L’enfant ou l’adolescent a déjà une histoire quand il rencontre l’éducateur et l’éducateur a, lui aussi, sa propre histoire. De même, l’élève, comme l’enseignant, est porteur d’une histoire singulière. Ces histoires individuelles interagissent sans cesse dans des relations instituées.
Qu’apporte la démarche des histoires de vie au professionnel qui se questionne sur des situations de travail en séance d’analyse des pratiques ?

Revenir sur son histoire en résonnance avec celle des autres

La démarche clinique des histoires de vie permet d’explorer la construction de l’identité, ce qui relève du déterminisme externe et de la propre initiative du sujet. Chaque participant est invité à une construction de sens entre les legs reçus, son cheminement parcouru, ses expériences acquises et les influences socio-historiques vécues.
Lors d’une de mes animations auprès d’enseignants, je leur ai proposé d’essayer de se rappeler de « paroles agissantes » qui auraient pu avoir un effet sur leur choix et les modalités de leur investissement professionnel. Voici quelques réponses :
« Il faut aller à l’école pour s’en sortir », répètent mes parents. Mes grands-parents et ma mère  travaillent dur. Mon père est dans la police. Je suis fille unique et vais à l’école sans me poser de questions. Je m’y sens bien. Je sais assez tôt que je serai enseignante en discipline professionnelle. J’ai eu un « modèle », un professeur d’éducation physique qui incarnait une autorité juste et faisait preuve d’un investissement sans faille pour chaque élève, venant certainement conforter ma motivation de devenir enseignante. »

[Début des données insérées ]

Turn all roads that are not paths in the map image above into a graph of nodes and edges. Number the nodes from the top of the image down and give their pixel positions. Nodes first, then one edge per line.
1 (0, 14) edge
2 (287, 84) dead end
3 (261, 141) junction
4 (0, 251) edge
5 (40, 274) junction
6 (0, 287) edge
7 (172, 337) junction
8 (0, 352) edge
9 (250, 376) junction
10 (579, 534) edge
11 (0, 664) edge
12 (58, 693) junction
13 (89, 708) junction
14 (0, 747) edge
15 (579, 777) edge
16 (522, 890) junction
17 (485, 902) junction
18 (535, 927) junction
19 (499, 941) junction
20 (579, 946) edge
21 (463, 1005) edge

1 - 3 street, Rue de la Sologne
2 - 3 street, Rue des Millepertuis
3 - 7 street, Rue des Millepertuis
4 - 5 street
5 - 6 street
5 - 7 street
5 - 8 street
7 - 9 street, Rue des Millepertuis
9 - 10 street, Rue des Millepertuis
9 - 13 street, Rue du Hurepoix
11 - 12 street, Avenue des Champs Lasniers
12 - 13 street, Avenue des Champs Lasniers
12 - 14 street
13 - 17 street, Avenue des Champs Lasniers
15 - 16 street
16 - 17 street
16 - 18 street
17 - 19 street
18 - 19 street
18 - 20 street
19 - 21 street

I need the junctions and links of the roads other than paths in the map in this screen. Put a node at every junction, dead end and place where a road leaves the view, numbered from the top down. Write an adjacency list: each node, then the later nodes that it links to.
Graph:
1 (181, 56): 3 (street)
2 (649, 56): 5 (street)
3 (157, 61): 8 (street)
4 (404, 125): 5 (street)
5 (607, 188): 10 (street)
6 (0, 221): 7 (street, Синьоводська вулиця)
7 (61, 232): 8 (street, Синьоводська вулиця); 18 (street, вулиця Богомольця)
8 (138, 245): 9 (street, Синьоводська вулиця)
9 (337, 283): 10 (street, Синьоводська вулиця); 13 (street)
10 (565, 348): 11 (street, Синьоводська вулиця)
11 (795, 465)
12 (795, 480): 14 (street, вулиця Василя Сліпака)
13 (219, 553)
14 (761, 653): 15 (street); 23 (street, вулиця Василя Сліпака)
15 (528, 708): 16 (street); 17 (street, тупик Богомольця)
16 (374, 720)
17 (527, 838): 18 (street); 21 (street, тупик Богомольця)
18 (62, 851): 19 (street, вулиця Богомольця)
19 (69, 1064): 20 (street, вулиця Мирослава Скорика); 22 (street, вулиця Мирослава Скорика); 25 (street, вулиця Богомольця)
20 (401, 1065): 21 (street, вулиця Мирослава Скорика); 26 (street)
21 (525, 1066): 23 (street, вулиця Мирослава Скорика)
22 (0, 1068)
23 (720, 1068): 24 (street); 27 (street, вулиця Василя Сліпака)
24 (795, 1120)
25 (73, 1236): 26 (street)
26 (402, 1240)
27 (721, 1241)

« Tu as les moyens de faire ce que tu veux » C’est ainsi que j’ai abordé le travail scolaire. J’ai toujours eu confiance en mes capacités. Comme mon père, je suis perfectionniste, je ne montre jamais de faiblesses. Je suis allée très loin dans mes études de maths. Mais je suis « tombée de haut » quand j’ai commencé à enseigner. J’ai ressenti un énorme décalage entre mon investissement et celui des élèves. J’ai douté sur mes « moyens » pour y arriver ! »

« Mes parents ont immigré en France pour trouver du travail. Ma mère, aux valeurs humaines fortes, m’a transmis le goût de l’effort et du travail bien fait. « On ne se repose jamais sur ses lauriers » me disait-elle. J’ai investi mon métier d’enseignante avec le même engagement. Il est immense. Parfois, je me sens  fatiguée… »

Ces trois enseignants ont exprimé leur surprise en réalisant que ces paroles souvent lointaines dans leur histoire avaient « coloré » fortement leur investissement. Ils n’en avaient pas pris conscience jusqu’alors.

Articuler histoire de vie et analyse des pratiques 

La démarche d’analyse des pratiques est un espace collectif de réflexion dans lequel des professionnels prennent le temps de revisiter des situations de travail qui les questionnent pour y mettre du sens. Afin de permettre aux professionnels d’approfondir et de mieux comprendre sur quels ressorts personnels et professionnels ils s’appuient, et comment ils les ont articulés, j’ai réuni les deux démarches dans le cadre d’une même proposition d’animation.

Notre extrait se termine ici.